To do: Below is a listing to repeat exactly, with its pictures left out.

Dataset records:
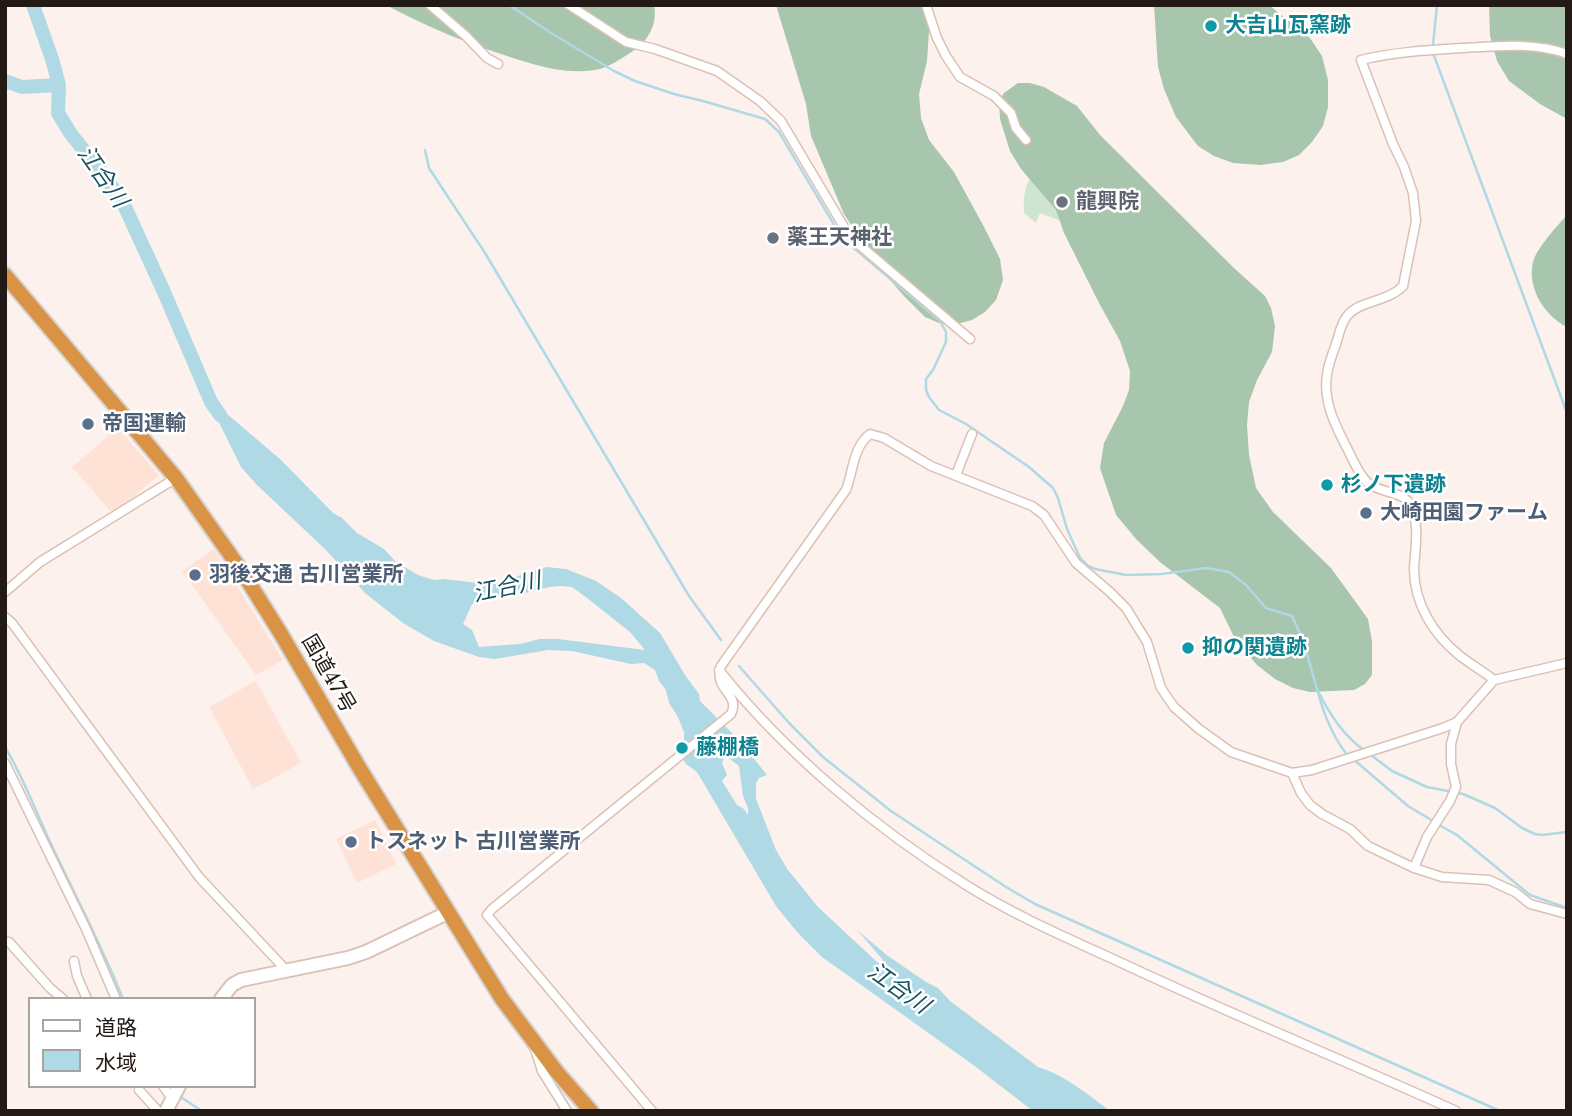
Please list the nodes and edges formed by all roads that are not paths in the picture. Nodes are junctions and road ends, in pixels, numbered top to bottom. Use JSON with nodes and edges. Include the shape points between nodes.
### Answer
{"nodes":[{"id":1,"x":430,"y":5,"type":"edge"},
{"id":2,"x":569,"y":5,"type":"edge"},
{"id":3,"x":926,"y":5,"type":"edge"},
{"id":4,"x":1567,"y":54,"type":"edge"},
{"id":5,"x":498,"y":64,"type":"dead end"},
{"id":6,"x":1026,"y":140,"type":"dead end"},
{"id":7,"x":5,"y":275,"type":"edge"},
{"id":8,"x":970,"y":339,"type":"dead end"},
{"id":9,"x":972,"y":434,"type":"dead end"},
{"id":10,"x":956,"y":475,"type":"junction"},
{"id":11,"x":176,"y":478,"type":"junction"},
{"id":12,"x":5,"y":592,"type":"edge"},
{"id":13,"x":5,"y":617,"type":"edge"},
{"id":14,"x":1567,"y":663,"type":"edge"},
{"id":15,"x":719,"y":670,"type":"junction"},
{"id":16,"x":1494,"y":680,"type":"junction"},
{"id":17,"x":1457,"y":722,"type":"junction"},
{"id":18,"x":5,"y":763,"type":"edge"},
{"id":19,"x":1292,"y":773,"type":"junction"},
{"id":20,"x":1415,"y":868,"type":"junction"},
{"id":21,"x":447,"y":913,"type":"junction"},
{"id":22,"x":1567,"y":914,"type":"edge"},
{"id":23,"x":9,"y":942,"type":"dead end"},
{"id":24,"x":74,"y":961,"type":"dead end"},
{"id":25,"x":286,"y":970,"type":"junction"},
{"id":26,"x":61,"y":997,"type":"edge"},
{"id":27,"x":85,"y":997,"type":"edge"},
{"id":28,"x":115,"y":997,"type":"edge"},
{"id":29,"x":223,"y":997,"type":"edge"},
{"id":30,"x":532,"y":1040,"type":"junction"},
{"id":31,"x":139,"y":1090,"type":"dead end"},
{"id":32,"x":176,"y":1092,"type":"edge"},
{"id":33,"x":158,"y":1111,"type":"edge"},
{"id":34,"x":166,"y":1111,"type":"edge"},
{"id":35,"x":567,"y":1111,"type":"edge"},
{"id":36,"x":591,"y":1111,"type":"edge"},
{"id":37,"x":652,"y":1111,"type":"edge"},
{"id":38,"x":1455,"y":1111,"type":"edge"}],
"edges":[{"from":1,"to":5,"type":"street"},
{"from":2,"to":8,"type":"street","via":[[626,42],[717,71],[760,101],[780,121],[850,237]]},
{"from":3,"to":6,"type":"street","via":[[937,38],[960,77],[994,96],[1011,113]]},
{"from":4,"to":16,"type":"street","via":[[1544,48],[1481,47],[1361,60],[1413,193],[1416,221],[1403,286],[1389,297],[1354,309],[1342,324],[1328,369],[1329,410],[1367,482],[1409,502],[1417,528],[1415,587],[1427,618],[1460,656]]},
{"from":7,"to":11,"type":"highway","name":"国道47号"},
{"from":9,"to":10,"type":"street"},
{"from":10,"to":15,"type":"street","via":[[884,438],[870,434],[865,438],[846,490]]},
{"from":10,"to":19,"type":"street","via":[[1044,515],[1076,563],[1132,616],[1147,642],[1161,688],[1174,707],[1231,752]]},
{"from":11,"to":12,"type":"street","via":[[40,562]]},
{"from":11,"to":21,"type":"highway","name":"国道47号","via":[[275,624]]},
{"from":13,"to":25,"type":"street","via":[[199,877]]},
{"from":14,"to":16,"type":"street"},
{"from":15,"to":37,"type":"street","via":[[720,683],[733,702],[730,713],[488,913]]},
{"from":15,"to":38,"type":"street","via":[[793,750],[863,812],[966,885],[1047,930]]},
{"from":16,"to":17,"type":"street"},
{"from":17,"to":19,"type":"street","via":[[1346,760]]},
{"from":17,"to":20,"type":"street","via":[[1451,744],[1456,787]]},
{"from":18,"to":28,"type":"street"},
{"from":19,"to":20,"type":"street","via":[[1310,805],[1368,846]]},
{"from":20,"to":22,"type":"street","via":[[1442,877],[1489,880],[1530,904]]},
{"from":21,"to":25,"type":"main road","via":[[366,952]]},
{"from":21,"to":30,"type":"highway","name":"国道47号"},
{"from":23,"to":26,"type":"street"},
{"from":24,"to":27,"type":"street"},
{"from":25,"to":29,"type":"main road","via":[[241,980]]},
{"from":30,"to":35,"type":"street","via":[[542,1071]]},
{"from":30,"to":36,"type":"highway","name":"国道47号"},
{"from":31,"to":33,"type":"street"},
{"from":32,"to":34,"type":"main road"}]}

Exercise output:
Please list the nodes and edges formed by all roads that are not paths in the picture. Nodes are junctions and road ends, in pixels, numbered top to bottom. Use JSON with nodes and edges. Include the shape points between nodes.
### Answer
{"nodes":[{"id":1,"x":430,"y":5,"type":"edge"},
{"id":2,"x":569,"y":5,"type":"edge"},
{"id":3,"x":926,"y":5,"type":"edge"},
{"id":4,"x":1567,"y":54,"type":"edge"},
{"id":5,"x":498,"y":64,"type":"dead end"},
{"id":6,"x":1026,"y":140,"type":"dead end"},
{"id":7,"x":5,"y":275,"type":"edge"},
{"id":8,"x":970,"y":339,"type":"dead end"},
{"id":9,"x":972,"y":434,"type":"dead end"},
{"id":10,"x":956,"y":475,"type":"junction"},
{"id":11,"x":176,"y":478,"type":"junction"},
{"id":12,"x":5,"y":592,"type":"edge"},
{"id":13,"x":5,"y":617,"type":"edge"},
{"id":14,"x":1567,"y":663,"type":"edge"},
{"id":15,"x":719,"y":670,"type":"junction"},
{"id":16,"x":1494,"y":680,"type":"junction"},
{"id":17,"x":1457,"y":722,"type":"junction"},
{"id":18,"x":5,"y":763,"type":"edge"},
{"id":19,"x":1292,"y":773,"type":"junction"},
{"id":20,"x":1415,"y":868,"type":"junction"},
{"id":21,"x":447,"y":913,"type":"junction"},
{"id":22,"x":1567,"y":914,"type":"edge"},
{"id":23,"x":9,"y":942,"type":"dead end"},
{"id":24,"x":74,"y":961,"type":"dead end"},
{"id":25,"x":286,"y":970,"type":"junction"},
{"id":26,"x":61,"y":997,"type":"edge"},
{"id":27,"x":85,"y":997,"type":"edge"},
{"id":28,"x":115,"y":997,"type":"edge"},
{"id":29,"x":223,"y":997,"type":"edge"},
{"id":30,"x":532,"y":1040,"type":"junction"},
{"id":31,"x":139,"y":1090,"type":"dead end"},
{"id":32,"x":176,"y":1092,"type":"edge"},
{"id":33,"x":158,"y":1111,"type":"edge"},
{"id":34,"x":166,"y":1111,"type":"edge"},
{"id":35,"x":567,"y":1111,"type":"edge"},
{"id":36,"x":591,"y":1111,"type":"edge"},
{"id":37,"x":652,"y":1111,"type":"edge"},
{"id":38,"x":1455,"y":1111,"type":"edge"}],
"edges":[{"from":1,"to":5,"type":"street"},
{"from":2,"to":8,"type":"street","via":[[626,42],[717,71],[760,101],[780,121],[850,237]]},
{"from":3,"to":6,"type":"street","via":[[937,38],[960,77],[994,96],[1011,113]]},
{"from":4,"to":16,"type":"street","via":[[1544,48],[1481,47],[1361,60],[1413,193],[1416,221],[1403,286],[1389,297],[1354,309],[1342,324],[1328,369],[1329,410],[1367,482],[1409,502],[1417,528],[1415,587],[1427,618],[1460,656]]},
{"from":7,"to":11,"type":"highway","name":"国道47号"},
{"from":9,"to":10,"type":"street"},
{"from":10,"to":15,"type":"street","via":[[884,438],[870,434],[865,438],[846,490]]},
{"from":10,"to":19,"type":"street","via":[[1044,515],[1076,563],[1132,616],[1147,642],[1161,688],[1174,707],[1231,752]]},
{"from":11,"to":12,"type":"street","via":[[40,562]]},
{"from":11,"to":21,"type":"highway","name":"国道47号","via":[[275,624]]},
{"from":13,"to":25,"type":"street","via":[[199,877]]},
{"from":14,"to":16,"type":"street"},
{"from":15,"to":37,"type":"street","via":[[720,683],[733,702],[730,713],[488,913]]},
{"from":15,"to":38,"type":"street","via":[[793,750],[863,812],[966,885],[1047,930]]},
{"from":16,"to":17,"type":"street"},
{"from":17,"to":19,"type":"street","via":[[1346,760]]},
{"from":17,"to":20,"type":"street","via":[[1451,744],[1456,787]]},
{"from":18,"to":28,"type":"street"},
{"from":19,"to":20,"type":"street","via":[[1310,805],[1368,846]]},
{"from":20,"to":22,"type":"street","via":[[1442,877],[1489,880],[1530,904]]},
{"from":21,"to":25,"type":"main road","via":[[366,952]]},
{"from":21,"to":30,"type":"highway","name":"国道47号"},
{"from":23,"to":26,"type":"street"},
{"from":24,"to":27,"type":"street"},
{"from":25,"to":29,"type":"main road","via":[[241,980]]},
{"from":30,"to":35,"type":"street","via":[[542,1071]]},
{"from":30,"to":36,"type":"highway","name":"国道47号"},
{"from":31,"to":33,"type":"street"},
{"from":32,"to":34,"type":"main road"}]}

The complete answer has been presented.